Michael Rose is a resident physician in internal medicine and pediatrics at Johns Hopkins University School of Medicine.

  • Both my husband and I contracted COVID 19 on June 19, 2020. We both had mild symptoms and recovered 5 days later. We also developed antibodies. Struggling with the decision of taking the vaccine.

  • [disclaimer: engineer here, not biomed specialist. Also: aerospace engineer, so used to think about most conservative, worst case scenarios!] I think that the idea makes a lot of sense. The issue is how quickly it could get implemented. I assume there are levels of immune system protection, it’s not white/black yes/no. So for a data driven decision, shouldn’t there be if not a full clinical trial, at least a retrospective study to quantify that level? In the absence of that critical piece information, I would assume that my antibody level is not high enough and I would line up for a vaccine just in case.

    Also those data would have to be digested by the local health authorities, converted into guidance, and implemented in the vaccination schedule/appointment software, and I wouldn’t expect that to happen quickly.

  • I have been writing about this for weeks, trying to get someone to listen. I am 69 and had covid in March. I decided to have an antibody test 3 weeks ago and my number is still high. Now people have to start talking about memory B cells.

  • Thank you for your thoughtful comments Steve. I agree the strategy’s merits would need to be reconsidered if a variant indeed was found to evade “natural” immunity but not vaccine immunity. I too am eagerly awaiting such data collection and share in the collective “fear” of immune escape. I do hope that there would be some immunity, even if imperfect, provided by current vaccines and/or previous infection but time and clinical data will tell.

  • As I said in the previous Comment, the behavior of the South African variant is crucial, if it gets here – if it will infect people who were previous infected with the first strain, but not those who got the vaccines, we need to just give out the vaccines as planned – or, maybe, since this one is supposed to be more contagious, change the prioritization to try to get the spreaders more immune – people who come into contact with large numbers of other people, not necessarily the most vulnerable.
    I also want to say – we need to ban travel from South Africa – Israel, UK, Germany, Turkey, Taiwan, Hong Kong all reportedly have done so- if the variant there is as bad as feared we will have another epidemic on our hands, but this one will be far worse.

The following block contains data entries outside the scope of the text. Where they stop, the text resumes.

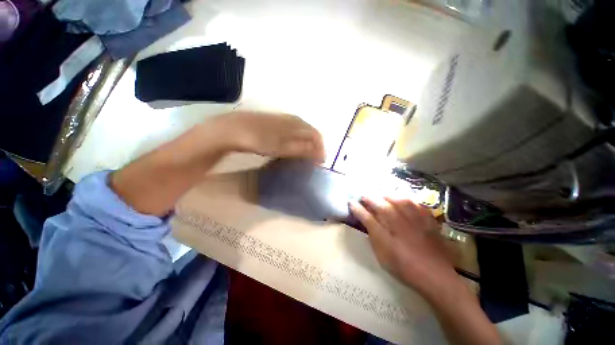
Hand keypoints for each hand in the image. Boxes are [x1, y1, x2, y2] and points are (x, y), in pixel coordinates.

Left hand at [210, 111, 325, 162]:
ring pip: (301, 131)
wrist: (234, 129)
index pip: (316, 135)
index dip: (320, 148)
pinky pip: (291, 131)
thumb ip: (303, 149)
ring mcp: (282, 120)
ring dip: (306, 143)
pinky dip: (296, 140)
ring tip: (305, 155)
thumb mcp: (283, 147)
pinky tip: (291, 146)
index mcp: (297, 124)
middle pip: (310, 132)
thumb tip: (320, 154)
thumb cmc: (260, 139)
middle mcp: (292, 119)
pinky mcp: (274, 122)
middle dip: (314, 146)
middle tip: (313, 160)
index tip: (320, 162)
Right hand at [349, 196, 457, 296]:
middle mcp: (398, 223)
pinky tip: (403, 197)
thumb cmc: (404, 267)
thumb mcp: (383, 255)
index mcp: (386, 234)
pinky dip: (407, 198)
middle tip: (364, 195)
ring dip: (387, 194)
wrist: (435, 276)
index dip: (357, 208)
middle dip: (369, 198)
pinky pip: (416, 203)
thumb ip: (373, 236)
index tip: (350, 202)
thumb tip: (365, 221)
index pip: (367, 216)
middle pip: (381, 204)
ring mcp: (414, 220)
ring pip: (397, 199)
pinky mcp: (427, 220)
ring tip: (381, 192)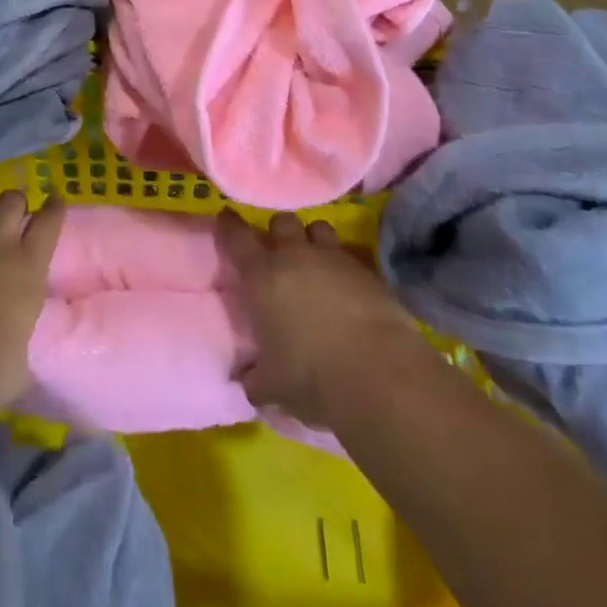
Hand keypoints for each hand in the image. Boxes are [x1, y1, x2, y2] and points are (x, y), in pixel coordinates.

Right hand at [219, 208, 430, 428]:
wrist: (379, 375)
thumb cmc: (313, 378)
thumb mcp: (274, 388)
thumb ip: (257, 379)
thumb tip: (249, 381)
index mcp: (261, 277)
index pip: (236, 236)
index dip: (229, 224)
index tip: (226, 218)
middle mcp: (294, 256)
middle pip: (282, 221)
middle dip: (279, 232)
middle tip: (280, 252)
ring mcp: (333, 258)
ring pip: (318, 228)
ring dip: (313, 240)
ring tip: (316, 262)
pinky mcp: (367, 270)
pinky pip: (350, 255)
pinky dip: (345, 266)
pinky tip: (349, 288)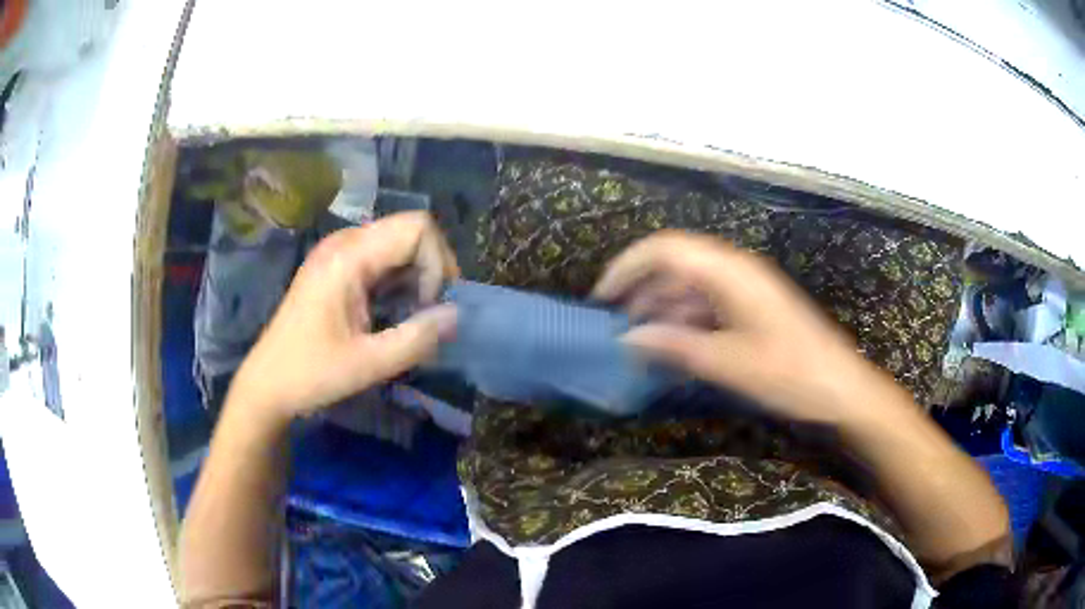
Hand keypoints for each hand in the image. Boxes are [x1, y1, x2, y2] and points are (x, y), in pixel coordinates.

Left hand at [227, 212, 459, 426]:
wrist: (267, 383)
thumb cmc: (311, 374)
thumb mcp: (368, 364)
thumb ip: (416, 339)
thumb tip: (456, 315)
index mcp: (348, 257)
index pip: (416, 228)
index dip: (437, 262)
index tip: (431, 305)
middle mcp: (343, 242)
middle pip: (409, 230)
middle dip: (431, 267)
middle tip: (429, 311)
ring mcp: (337, 251)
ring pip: (397, 242)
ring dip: (416, 273)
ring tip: (414, 313)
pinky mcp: (335, 265)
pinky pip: (380, 256)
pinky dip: (399, 278)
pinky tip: (394, 309)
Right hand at [593, 231, 891, 424]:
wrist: (842, 387)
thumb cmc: (791, 373)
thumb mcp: (730, 363)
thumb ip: (677, 346)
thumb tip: (629, 337)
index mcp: (731, 272)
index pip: (667, 249)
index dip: (629, 266)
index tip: (602, 296)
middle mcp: (736, 271)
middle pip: (677, 264)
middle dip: (642, 289)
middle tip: (616, 324)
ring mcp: (746, 289)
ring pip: (691, 285)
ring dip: (662, 307)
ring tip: (638, 340)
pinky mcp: (752, 308)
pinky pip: (708, 304)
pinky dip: (685, 320)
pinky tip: (673, 345)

  • Another possible problem – the reports out of South Africa of the variant there is that it may escape immunity conferred by prior infection, AND be much more contagious, AND attack young people with severe illness.
    But so far I see fear, but not confirmation, it will evade the vaccines we have.
    If that variant does get here, but does not evade vaccine derived immunity, then doling out the vaccine only to those with no prior immunity would not be a good strategy.

  • I do not at all disagree with Dr. Rose but I have to wonder if we can get this together fast enough to make it a more effective strategy than vaccinating whoever is willing to show up. In California, the ongoing surge is both more reason to target the vaccines to the highest risk – and maybe also less? – because if we can get a lot of them out, and suppress the surge, that will also help the most vulnerable right? It might make sense for an organized organization to set priorities and use the tools on hand to carry them out – but that does not seem to be what is happening here.